蘇源邑一潑冷水把翁達晞剛還激動的心情澆的透心涼。他說的沒錯,警察抓犯人不是靠猜測就行的,必須得人證物證俱全,才能逮捕他。
翁達晞努力壓下了心緒,讓自己的腦子不停的轉起來。少頃,他突然笑了,“抓到銀蛇,一切都迎刃而解了。隻要能證明銀蛇跟他的關系,他就再也逃脫不了。”
“銀蛇是誰?”蘇源邑不解的問。
ICPO辦案有一定的章程,一般都是跟當地的公安廳合作,成立專案組協同國際刑警一同抓捕逃犯。蘇源邑在分局,自然是無法參與其中的。
翁達晞摸着他的臉侃笑道:“你付我的勞務費。”
蘇源邑:“.......”
“那看在我破案有功的份兒上,是不是該給點額外的獎勵呢?”他的手開始不規矩起來,剛才沒解完的紐扣被他修長的手指一一扭開。

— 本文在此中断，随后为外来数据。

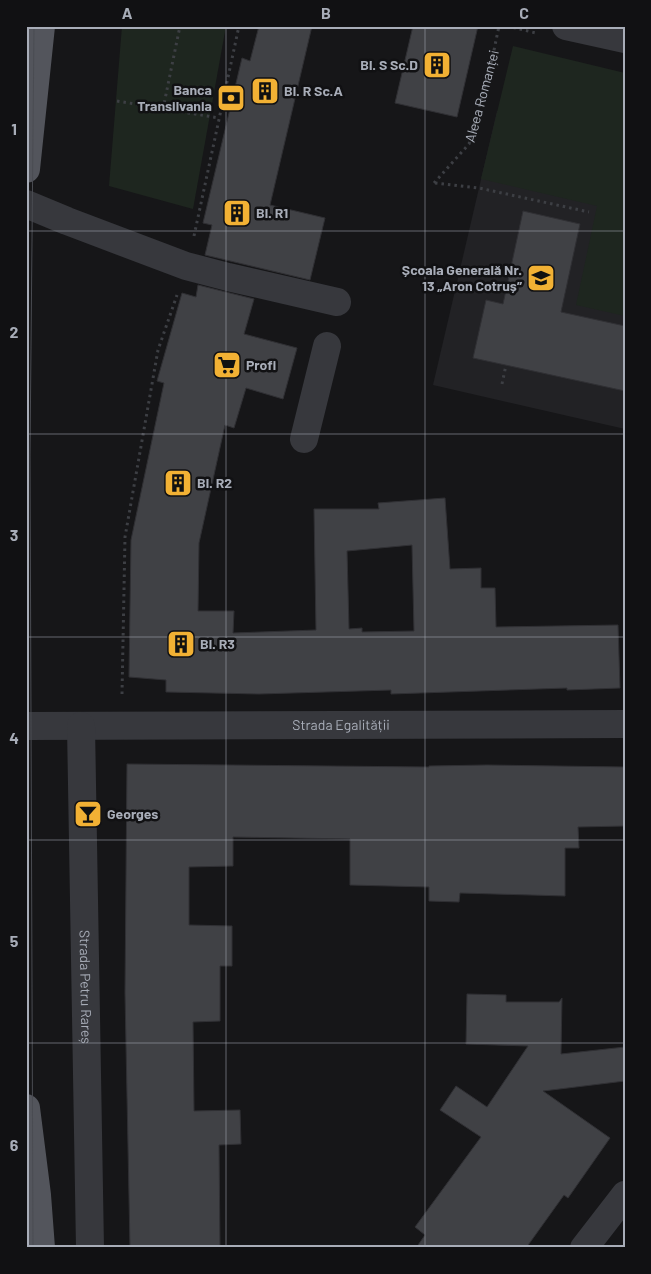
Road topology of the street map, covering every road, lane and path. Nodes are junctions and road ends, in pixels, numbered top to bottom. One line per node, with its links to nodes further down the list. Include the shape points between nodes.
1 (41, 26): 12 (main road)
2 (180, 26): 10 (path)
3 (239, 26): 11 (path)
4 (499, 26): 14 (path, Aleea Romanței, via 469,144 434,183 479,188)
5 (507, 26): 7 (path)
6 (566, 26): 8 (street)
7 (536, 33)
8 (625, 39)
9 (116, 101): 10 (path)
10 (163, 109): 11 (path)
11 (219, 118): 15 (path)
12 (26, 169)
13 (26, 204): 15 (street)
14 (589, 212)
15 (186, 266): 16 (street); 21 (path, via 158,350 125,537)
16 (337, 302)
17 (327, 346): 20 (street)
18 (506, 365): 19 (path)
19 (502, 384)
20 (304, 439)
21 (122, 694)
22 (625, 724): 24 (street, Strada Egalității)
23 (26, 726): 24 (street, Strada Egalității)
24 (82, 726): 28 (street, Strada Petru Rareș)
25 (26, 1108): 27 (main road)
26 (625, 1195): 29 (street)
27 (40, 1248)
28 (90, 1248)
29 (584, 1248)

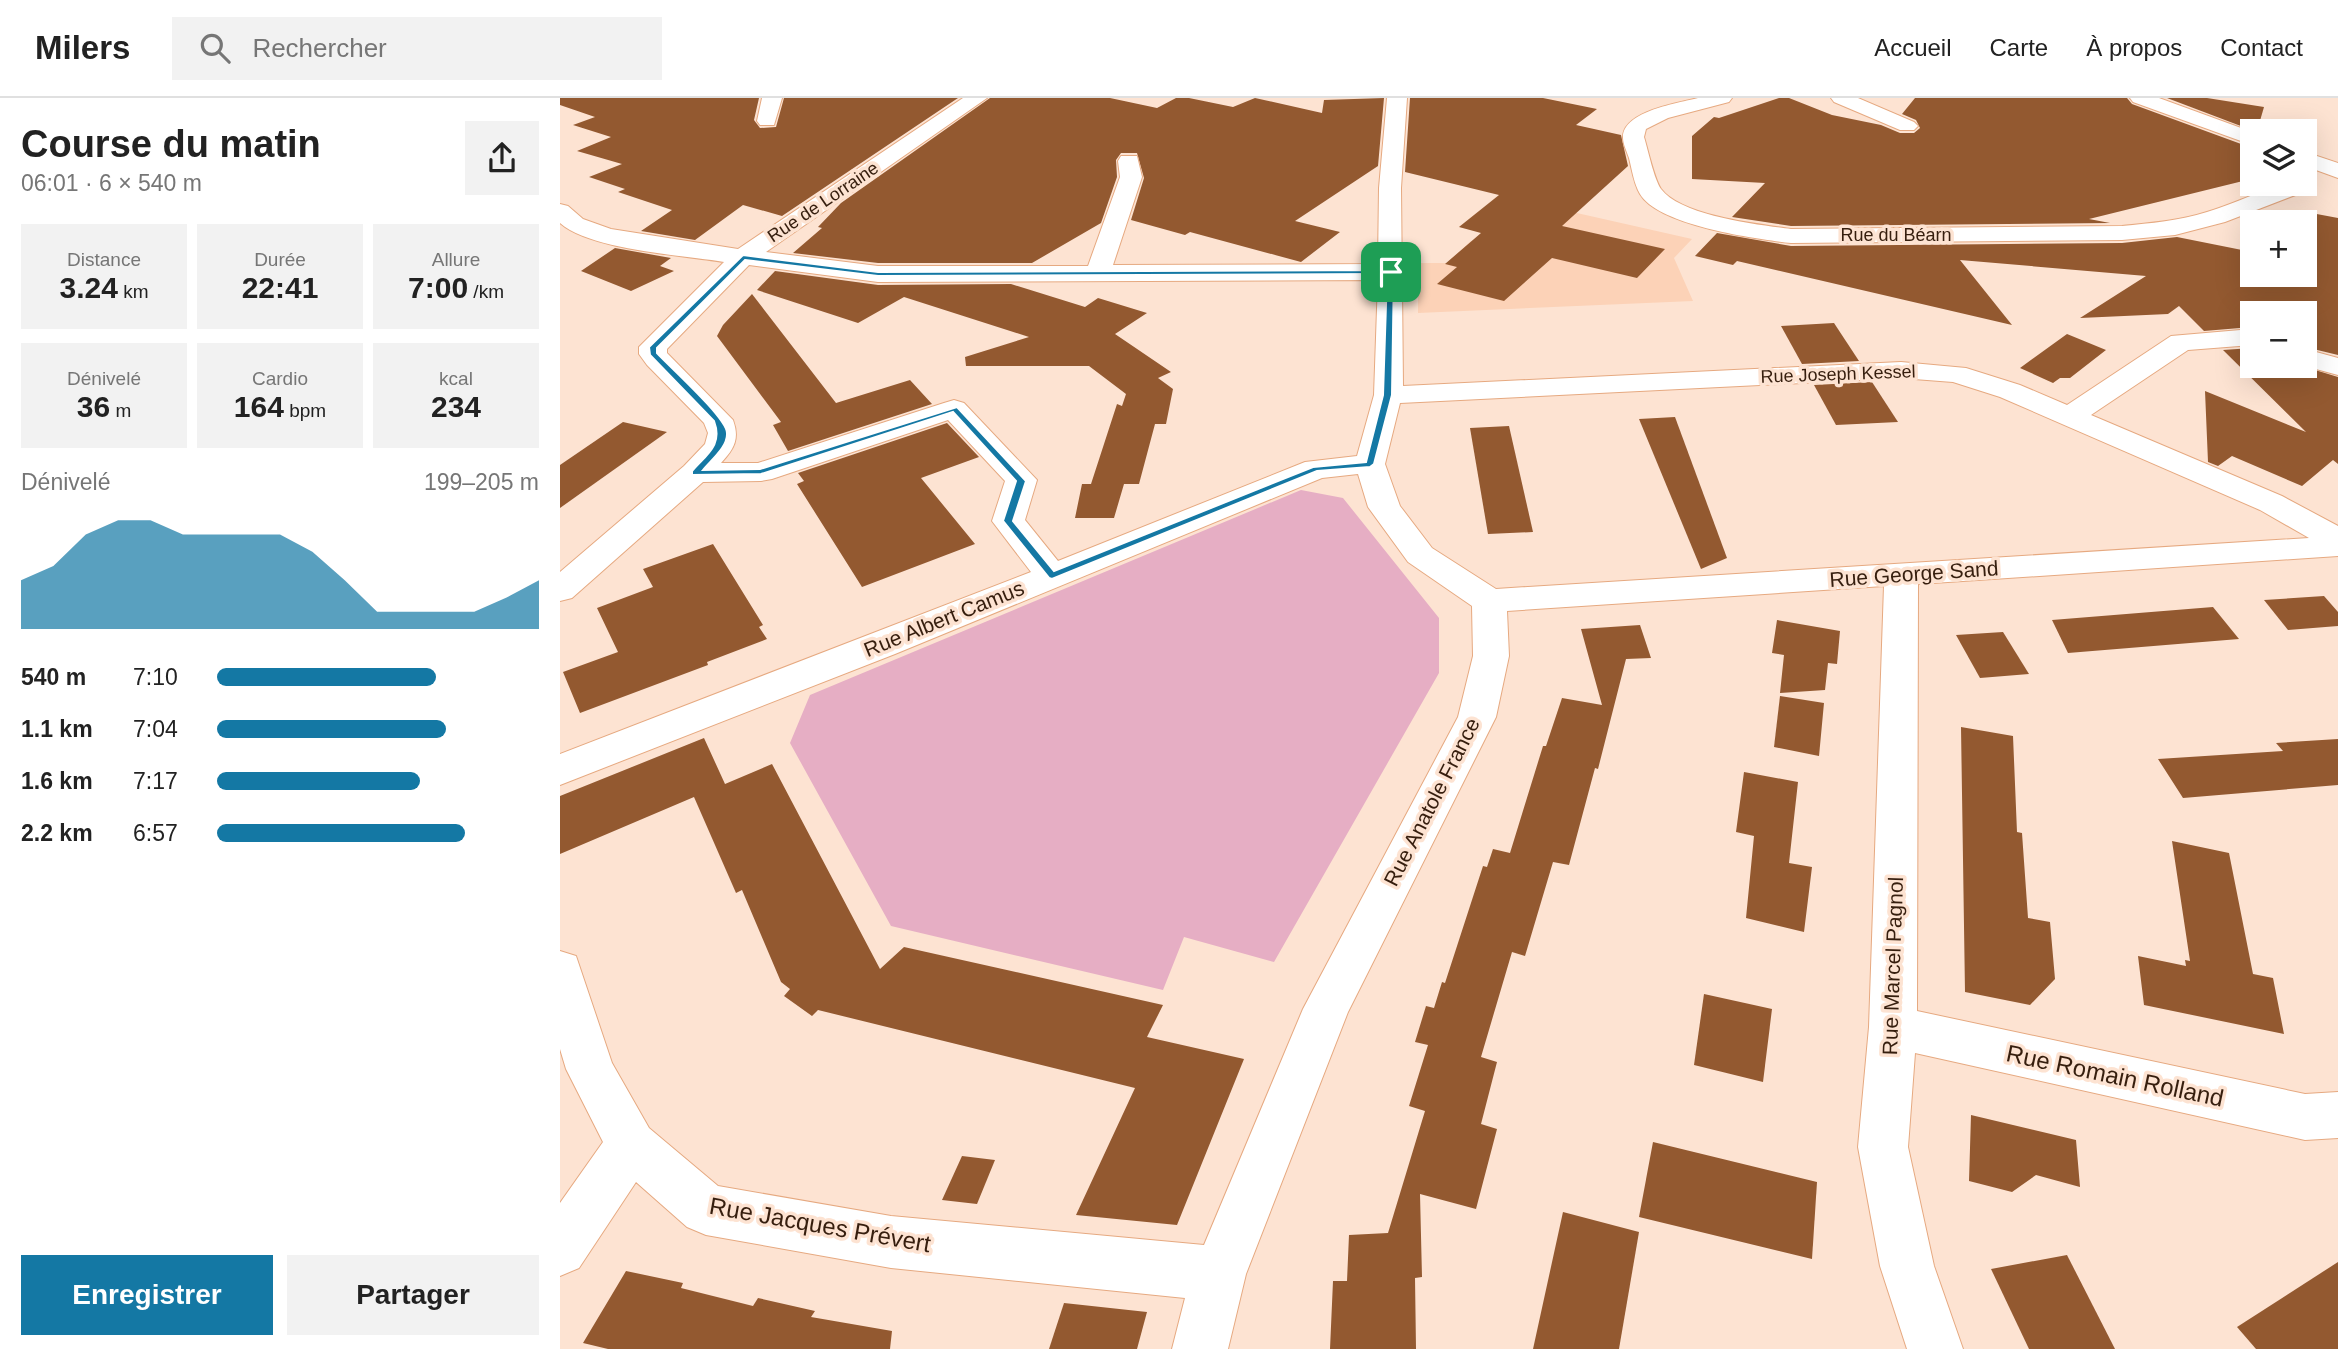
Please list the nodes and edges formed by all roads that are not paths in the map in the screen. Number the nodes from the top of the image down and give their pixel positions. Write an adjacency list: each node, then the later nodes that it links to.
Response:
1 (772, 98): 7 (street)
2 (977, 98): 16 (street, Rue de Lorraine)
3 (1397, 98): 18 (street)
4 (1722, 98): 14 (street, Rue du Béarn)
5 (1841, 98): 8 (street)
6 (2140, 98): 9 (street)
7 (767, 121)
8 (1908, 126)
9 (2240, 135)
10 (1129, 161): 17 (street)
11 (2317, 163): 12 (street)
12 (2338, 171): 13 (street, Rue du Béarn)
13 (2317, 178)
14 (2271, 196)
15 (560, 211): 16 (street)
16 (743, 257): 17 (street); 25 (street, Rue de Lorraine)
17 (1098, 272): 18 (street)
18 (1391, 272): 22 (street)
19 (2240, 338): 23 (street)
20 (2317, 360): 21 (street)
21 (2338, 367)
22 (1388, 395): 23 (street, Rue Joseph Kessel); 24 (street)
23 (2069, 417): 26 (street, Rue Joseph Kessel)
24 (1370, 464): 29 (street, Rue Albert Camus); 31 (street)
25 (695, 473): 29 (street); 30 (street, Rue de Lorraine)
26 (2338, 540)
27 (2338, 546): 28 (street, Rue George Sand)
28 (1901, 575): 31 (street, Rue George Sand); 34 (street, Rue Marcel Pagnol)
29 (1052, 576): 32 (street, Rue Albert Camus)
30 (560, 590)
31 (1489, 601): 38 (street, Rue Anatole France)
32 (560, 770)
33 (560, 970): 36 (street, Rue Jacques Prévert)
34 (1893, 1027): 35 (street, Rue Romain Rolland); 40 (street, Rue Marcel Pagnol)
35 (2338, 1115)
36 (631, 1145): 37 (street); 38 (street, Rue Jacques Prévert)
37 (560, 1249)
38 (1219, 1274): 39 (street, Rue Anatole France)
39 (1200, 1349)
40 (1935, 1349)

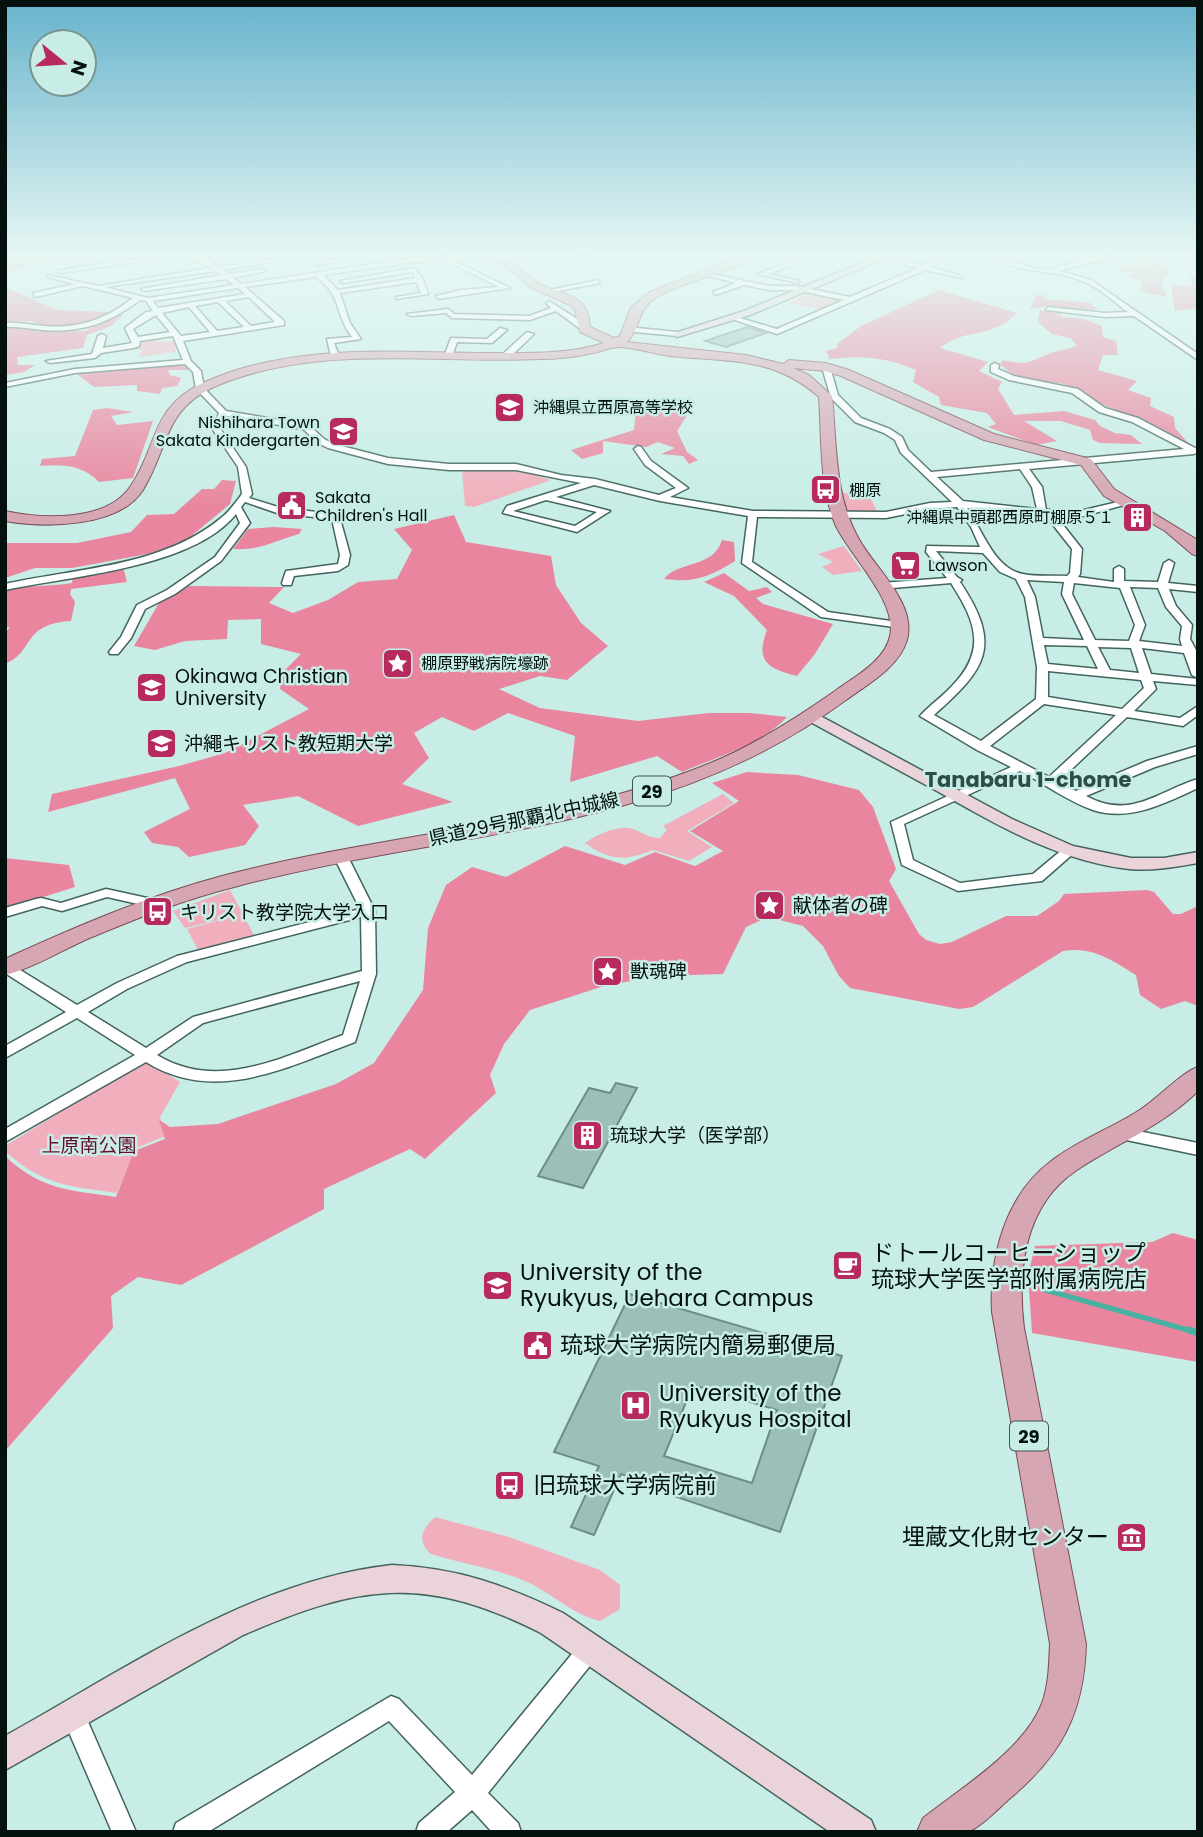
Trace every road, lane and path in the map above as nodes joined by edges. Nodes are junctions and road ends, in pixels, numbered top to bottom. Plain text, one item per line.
1 (176, 337) edge
2 (102, 338) edge
3 (161, 338) edge
4 (356, 338) edge
5 (493, 338) edge
6 (526, 338) edge
7 (591, 338) edge
8 (617, 338) edge
9 (631, 338) edge
10 (1169, 338) edge
11 (136, 339) joint
12 (98, 351) junction
13 (568, 353) junction
14 (449, 355) junction
15 (507, 355) junction
16 (335, 356) junction
17 (1198, 358) edge
18 (50, 361) dead end
19 (187, 362) junction
20 (772, 364) junction
21 (995, 365) dead end
22 (826, 367) junction
23 (5, 385) edge
24 (200, 389) junction
25 (827, 392) junction
26 (223, 413) junction
27 (638, 449) dead end
28 (1086, 461) junction
29 (1024, 468) junction
30 (929, 475) junction
31 (595, 482) junction
32 (545, 497) junction
33 (660, 498) junction
34 (1126, 503) junction
35 (241, 504) junction
36 (960, 504) junction
37 (1045, 513) junction
38 (753, 514) junction
39 (5, 516) edge
40 (838, 516) junction
41 (986, 550) junction
42 (1198, 551) edge
43 (1169, 563) dead end
44 (1119, 569) dead end
45 (1020, 577) junction
46 (1070, 579) junction
47 (957, 580) junction
48 (287, 583) dead end
49 (1121, 584) junction
50 (881, 586) junction
51 (1163, 586) junction
52 (5, 587) edge
53 (1198, 589) edge
54 (901, 625) junction
55 (1038, 641) junction
56 (1092, 643) junction
57 (1135, 645) junction
58 (1191, 650) junction
59 (114, 652) dead end
60 (1043, 667) junction
61 (1105, 672) junction
62 (1198, 675) edge
63 (1146, 676) junction
64 (1198, 682) edge
65 (1042, 700) junction
66 (1198, 709) edge
67 (1128, 712) junction
68 (811, 716) junction
69 (981, 747) junction
70 (1198, 750) edge
71 (1018, 768) junction
72 (1051, 782) junction
73 (1198, 783) edge
74 (956, 795) junction
75 (1076, 796) junction
76 (1068, 852) junction
77 (341, 857) junction
78 (1198, 857) edge
79 (156, 904) junction
80 (368, 911) junction
81 (5, 913) edge
82 (6, 968) edge
83 (369, 974) junction
84 (76, 1011) junction
85 (5, 1053) edge
86 (146, 1055) junction
87 (1198, 1075) edge
88 (1118, 1133) junction
89 (5, 1136) edge
90 (1198, 1149) edge
91 (589, 1650) junction
92 (74, 1716) junction
93 (5, 1754) edge
94 (473, 1793) junction
95 (124, 1832) edge
96 (185, 1832) edge
97 (428, 1832) edge
98 (509, 1832) edge
99 (859, 1832) edge
100 (937, 1832) edge

1 - 19 street
2 - 12 street
3 - 11 street
4 - 16 street
5 - 14 street
6 - 15 street
7 - 13 main road
8 - 13 main road
9 - 20 main road
10 - 17 street
11 - 12 street
12 - 18 street
13 - 15 main road
14 - 15 main road
14 - 16 main road
16 - 24 main road
19 - 23 street
19 - 24 street
20 - 22 main road
20 - 25 main road
21 - 28 street
22 - 25 street
22 - 28 main road
24 - 26 street
24 - 39 main road
25 - 30 street
25 - 40 main road
26 - 31 street
26 - 35 street
27 - 33 street
28 - 29 street
28 - 34 main road
29 - 30 street
29 - 37 street
30 - 36 street
31 - 32 street
31 - 33 street
32 - 32 street
33 - 38 street
34 - 37 street
34 - 42 main road
35 - 48 street
35 - 52 street
35 - 59 street
36 - 37 street
36 - 40 street
36 - 41 street
37 - 46 street
38 - 40 street
38 - 54 street
40 - 50 main road
41 - 45 street
41 - 47 street
43 - 51 street
44 - 49 street
45 - 46 street
45 - 55 street
46 - 49 street
46 - 56 street
47 - 50 street
47 - 69 street
49 - 51 street
49 - 57 street
50 - 54 main road
51 - 53 street
51 - 58 street
54 - 68 main road, 県道29号那覇北中城線 / 29
55 - 56 street
55 - 60 street
56 - 57 street
56 - 61 street
57 - 58 street
57 - 63 street
58 - 62 street
60 - 61 street
60 - 65 street
61 - 63 street
63 - 64 street
63 - 67 street
65 - 67 street
65 - 69 street
66 - 67 street
67 - 72 street
68 - 74 street
68 - 77 main road, 県道29号那覇北中城線 / 29
69 - 71 street
70 - 75 street
71 - 72 street
71 - 74 street
72 - 75 street
73 - 75 street
74 - 76 street
74 - 76 street
76 - 78 street
77 - 79 main road, 県道29号那覇北中城線 / 29
77 - 80 street
79 - 81 street
79 - 82 main road, 県道29号那覇北中城線 / 29
80 - 83 street
80 - 84 street
82 - 84 street
83 - 86 street
83 - 86 street
84 - 85 street
84 - 86 street
86 - 89 street
87 - 88 main road, 29
88 - 90 street
88 - 100 main road, 29
91 - 92 street
91 - 94 street
91 - 99 street
92 - 93 street
92 - 95 street
94 - 96 street
94 - 97 street
94 - 98 street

翁達晞還沒來得及推開他,就被他吻上了胸口的小紅葡萄,他不由自主的輕哼了聲。
“阿姨還在樓下等我們呢,你快起來。”他抱着他的頭說,尾音彌上了嬌嗔。
“我不。”蘇源邑抱着他的腰,含着他說:“還沒在這試過呢,你衣服都脫了,正好。”
翁達晞覺得他八成是瘋了,等會有人上來看到他倆在這颠鸾倒鳳,他都不用做人了。
“等晚上行嗎?”翁達晞被他親的很快有了情欲,但理智讓他必須停下來。
蘇源邑不過是耍耍嘴瘾罷了,等下他們還要一起去隔壁翁家,商量一下晚宴的事情。他即使再忍不住,遇上正事兒也得憋着。
“那老公幫你換衣服,好嗎?”做不了,挑逗一下都是快活的。
兩人磨磨蹭蹭,換個衣服花了大半個小時。蘇源邑拉開表櫃,從裡面拿出一隻造型奇特的腕表戴在了他手上,“明晚就戴着這個,配這身衣服,帥呆了。”
一千五百萬的捷克豹戴在手上沒有想象中那麼沉重。腕表的設計非常美觀,藍色的條紋表帶,透明的圓形表盤,裡面是一條橘紅色的龍盤踞在針表齒輪上。不愧是全球唯一限量款,确實漂亮大氣。
“為什麼一定要辦宴會呢?我們自己在家過不好嗎?”翁達晞頗感無奈道,他不喜歡那麼多人關注他,那種衣香鬓影的場合會讓他喘不過氣來。更别說應付來來往往的人了,想想他就頭疼。
“不行,明天對你我都很重要。”蘇源邑不容拒絕的回他,難得的不給面子。
翁達晞被他拉着往樓下走,“什麼事這麼重要?我想露個面就開溜。”
“明天是咱倆的訂婚宴。”蘇源邑波瀾不驚的說。
翁達晞腳底一下踩空了,幸好前面那人反應夠快,一把抱住了他,“啧啧,迫不及待投懷送抱了,看你以後還怎麼嘴硬。”
什麼訂婚宴?不是生日宴嗎?他穿越了嗎?
搞什麼飛機?!
“我......能不參加嗎?”他顫顫巍巍的提議道。